We meet a strikingly handsome young woman (Celeste Dalla Porta), a teenager. Her name Parthenope is that of the ancient siren who according to legend created the sunstruck port city of Naples. She is so stunning, people literally stop and stare.
Italy’s Sorrentino, as producer, writer, director, takes this gaze and follows her quests for work, for love, for meaning as years go by.
“I was taken by the theme of time. And how it changes us as people,” Italy’s Oscar winning (“The Great Beauty,” 2013) auteur said in a Zoom interview from Rome, smoking a stogie as a translator spoke on another screen.
“We remember some things, sometimes we forget. As we live these long, long lives there’s also something very heroic living through the passage of time and memories.
“The film is very simple. It has to do with remembering, with this woman, the way it functions in a kind of extravagant style. A vagabond style, you could say. Memories can be extremely detailed and realistic and precise.
“Sometimes they can be very vague. This is what is represented in the character of Parthenope who is remembering her life.”
At 54, this Neapolitan has enjoyed a remarkable, sustained international success. His boldly visual style, similar to Federico Fellini, transports, exaggerates and shocks.
Sorrentino is best known films for “Il Divo,” the autobiographical “The Hand of God” (2021), an Oscar nominee, and HBO’s “The Young Pope” (2016) with Jude Law.
As to why Parthenope (pronounced Parth-Ah-No-Pay), “I just like the image of the siren emerging from the water. Someone who was born in the water. So this woman has the same name as the siren. But the analogy really ends there.”
His heroine’s life is a search for work that shows her intelligence and balances her beauty. A search that is the film’s driving force.
“I think the search for love, the expectation of love, the disappointment of love — this is something we all have in common,” Sorrentino said. “All of us have built our lives in a certain sense around the absence of love.
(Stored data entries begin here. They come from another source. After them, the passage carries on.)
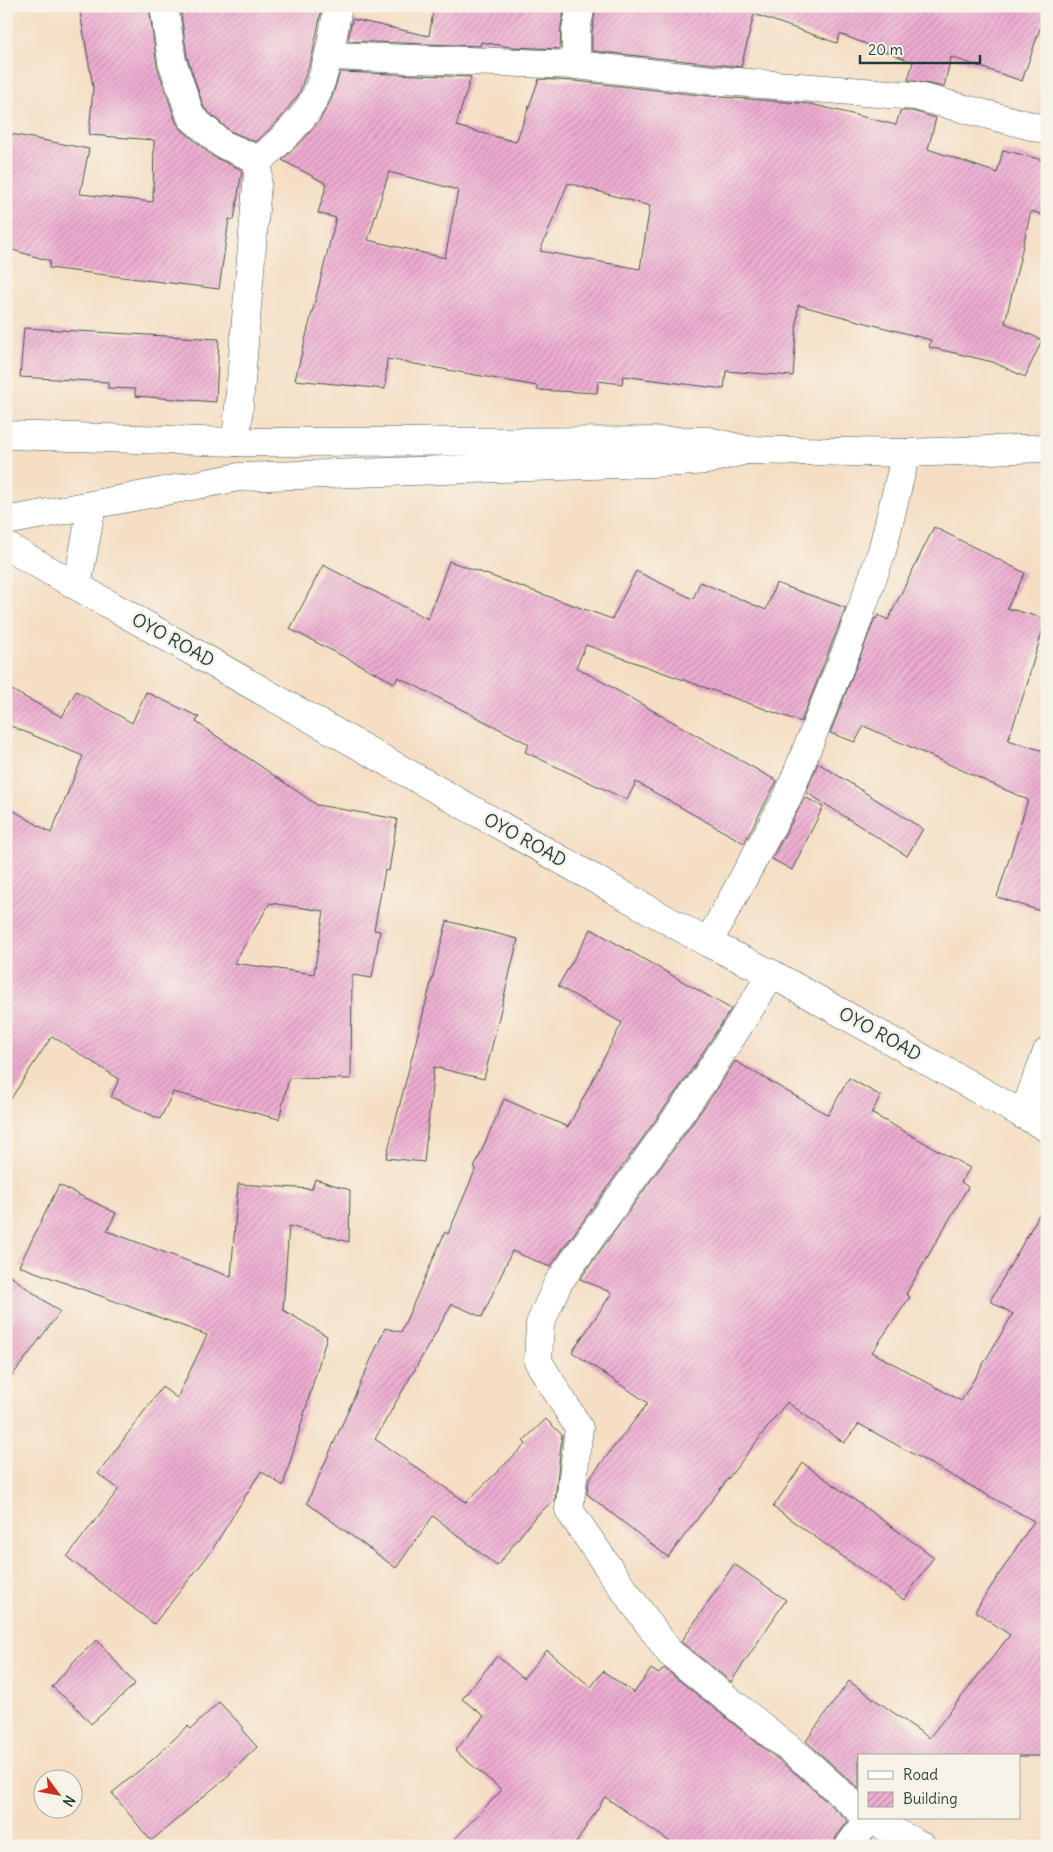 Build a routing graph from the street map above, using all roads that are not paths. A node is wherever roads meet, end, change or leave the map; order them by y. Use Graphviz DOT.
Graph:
graph roads {
  1 [pos="164,6"];
  2 [pos="338,6"];
  3 [pos="581,6"];
  4 [pos="329,56"];
  5 [pos="576,65"];
  6 [pos="1047,130"];
  7 [pos="259,160"];
  8 [pos="6,435"];
  9 [pos="236,442"];
  10 [pos="1047,448"];
  11 [pos="747,450"];
  12 [pos="906,453"];
  13 [pos="92,506"];
  14 [pos="6,521"];
  15 [pos="6,546"];
  16 [pos="76,586"];
  17 [pos="708,943"];
  18 [pos="772,974"];
  19 [pos="1047,1052"];
  20 [pos="1023,1115"];
  21 [pos="1047,1128"];
  22 [pos="858,1809"];
  23 [pos="868,1820"];
  24 [pos="873,1820"];
  25 [pos="849,1846"];
  26 [pos="922,1846"];
  1 -- 7 [label="main road"];
  2 -- 4 [label="main road"];
  3 -- 5 [label="main road"];
  4 -- 5 [label="main road"];
  4 -- 7 [label="main road"];
  5 -- 6 [label="main road"];
  7 -- 9 [label="main road"];
  8 -- 9 [label="main road"];
  9 -- 11 [label="main road"];
  10 -- 12 [label="main road"];
  11 -- 12 [label="main road"];
  11 -- 13 [label="main road"];
  12 -- 17 [label="main road"];
  13 -- 14 [label="main road"];
  13 -- 16 [label="main road"];
  15 -- 16 [label="main road, OYO ROAD"];
  16 -- 17 [label="main road, OYO ROAD"];
  17 -- 18 [label="main road, OYO ROAD"];
  18 -- 20 [label="main road, OYO ROAD"];
  18 -- 22 [label="main road"];
  19 -- 20 [label="main road"];
  20 -- 21 [label="main road, OYO ROAD"];
  23 -- 25 [label="main road"];
  24 -- 26 [label="main road"];
} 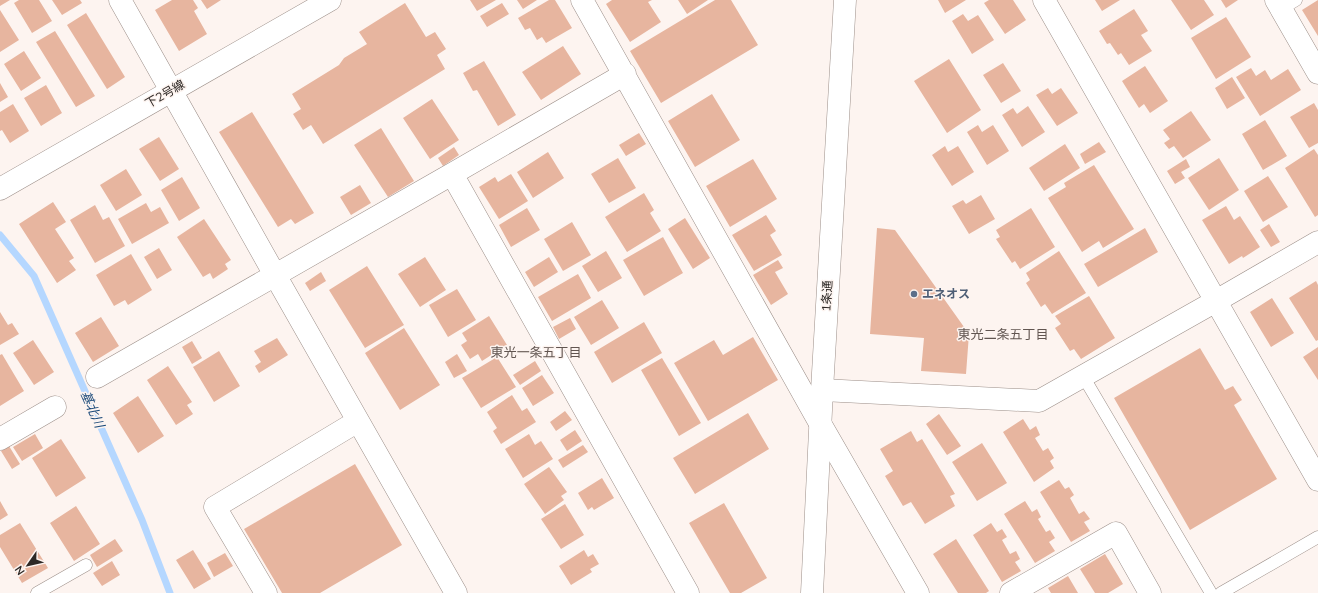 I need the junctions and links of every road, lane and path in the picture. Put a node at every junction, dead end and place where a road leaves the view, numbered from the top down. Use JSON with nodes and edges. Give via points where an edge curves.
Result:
{"nodes":[{"id":1,"x":120,"y":0,"type":"edge"},
{"id":2,"x":330,"y":0,"type":"edge"},
{"id":3,"x":582,"y":0,"type":"edge"},
{"id":4,"x":845,"y":0,"type":"edge"},
{"id":5,"x":1044,"y":0,"type":"edge"},
{"id":6,"x":1284,"y":3,"type":"edge"},
{"id":7,"x":1318,"y":73,"type":"edge"},
{"id":8,"x":624,"y":74,"type":"junction"},
{"id":9,"x":172,"y":90,"type":"junction"},
{"id":10,"x":452,"y":174,"type":"junction"},
{"id":11,"x":0,"y":189,"type":"edge"},
{"id":12,"x":1318,"y":242,"type":"edge"},
{"id":13,"x":274,"y":275,"type":"junction"},
{"id":14,"x":1216,"y":302,"type":"junction"},
{"id":15,"x":1083,"y":376,"type":"junction"},
{"id":16,"x":97,"y":377,"type":"dead end"},
{"id":17,"x":822,"y":390,"type":"junction"},
{"id":18,"x":55,"y":407,"type":"dead end"},
{"id":19,"x":358,"y":421,"type":"junction"},
{"id":20,"x":821,"y":425,"type":"junction"},
{"id":21,"x":0,"y":439,"type":"edge"},
{"id":22,"x":1318,"y":480,"type":"edge"},
{"id":23,"x":1318,"y":537,"type":"edge"},
{"id":24,"x":86,"y":565,"type":"dead end"},
{"id":25,"x":37,"y":593,"type":"edge"},
{"id":26,"x":266,"y":593,"type":"edge"},
{"id":27,"x":456,"y":593,"type":"edge"},
{"id":28,"x":688,"y":593,"type":"edge"},
{"id":29,"x":812,"y":593,"type":"edge"},
{"id":30,"x":918,"y":593,"type":"edge"},
{"id":31,"x":1011,"y":593,"type":"edge"},
{"id":32,"x":1150,"y":593,"type":"edge"},
{"id":33,"x":1211,"y":593,"type":"edge"},
{"id":34,"x":1221,"y":593,"type":"edge"}],
"edges":[{"from":1,"to":9,"type":"street"},
{"from":2,"to":9,"type":"street","name":"下2号線"},
{"from":3,"to":8,"type":"street"},
{"from":4,"to":17,"type":"street","name":"1条通"},
{"from":5,"to":14,"type":"street"},
{"from":6,"to":7,"type":"street"},
{"from":8,"to":10,"type":"street"},
{"from":8,"to":20,"type":"street"},
{"from":9,"to":11,"type":"street","name":"下2号線"},
{"from":9,"to":13,"type":"street"},
{"from":10,"to":13,"type":"street"},
{"from":10,"to":28,"type":"street"},
{"from":12,"to":14,"type":"street"},
{"from":13,"to":16,"type":"street"},
{"from":13,"to":19,"type":"street"},
{"from":14,"to":15,"type":"street"},
{"from":14,"to":22,"type":"street"},
{"from":15,"to":17,"type":"street","via":[[1039,401]]},
{"from":15,"to":33,"type":"lane"},
{"from":17,"to":20,"type":"street","name":"1条通"},
{"from":18,"to":21,"type":"street"},
{"from":19,"to":26,"type":"street","via":[[215,507]]},
{"from":19,"to":27,"type":"street"},
{"from":20,"to":29,"type":"street","name":"1条通"},
{"from":20,"to":30,"type":"street"},
{"from":23,"to":34,"type":"lane"},
{"from":24,"to":25,"type":"lane"},
{"from":31,"to":32,"type":"street","via":[[1116,533]]}]}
“I wanted to give this three-dimensional portrait of a woman and her relationship to love. Yes.”
Does his ability to score beyond Italy’s borders make finding his next subject difficult?
“It’s very hard to explain. It’s one of the mysteries of our work. Ideas come to us. We don’t know from where, we don’t know how.
“I’ve always found film a wonderful game. The good part is the playfulness. All the rest is something I don’t pay attention to. It doesn’t interest me.”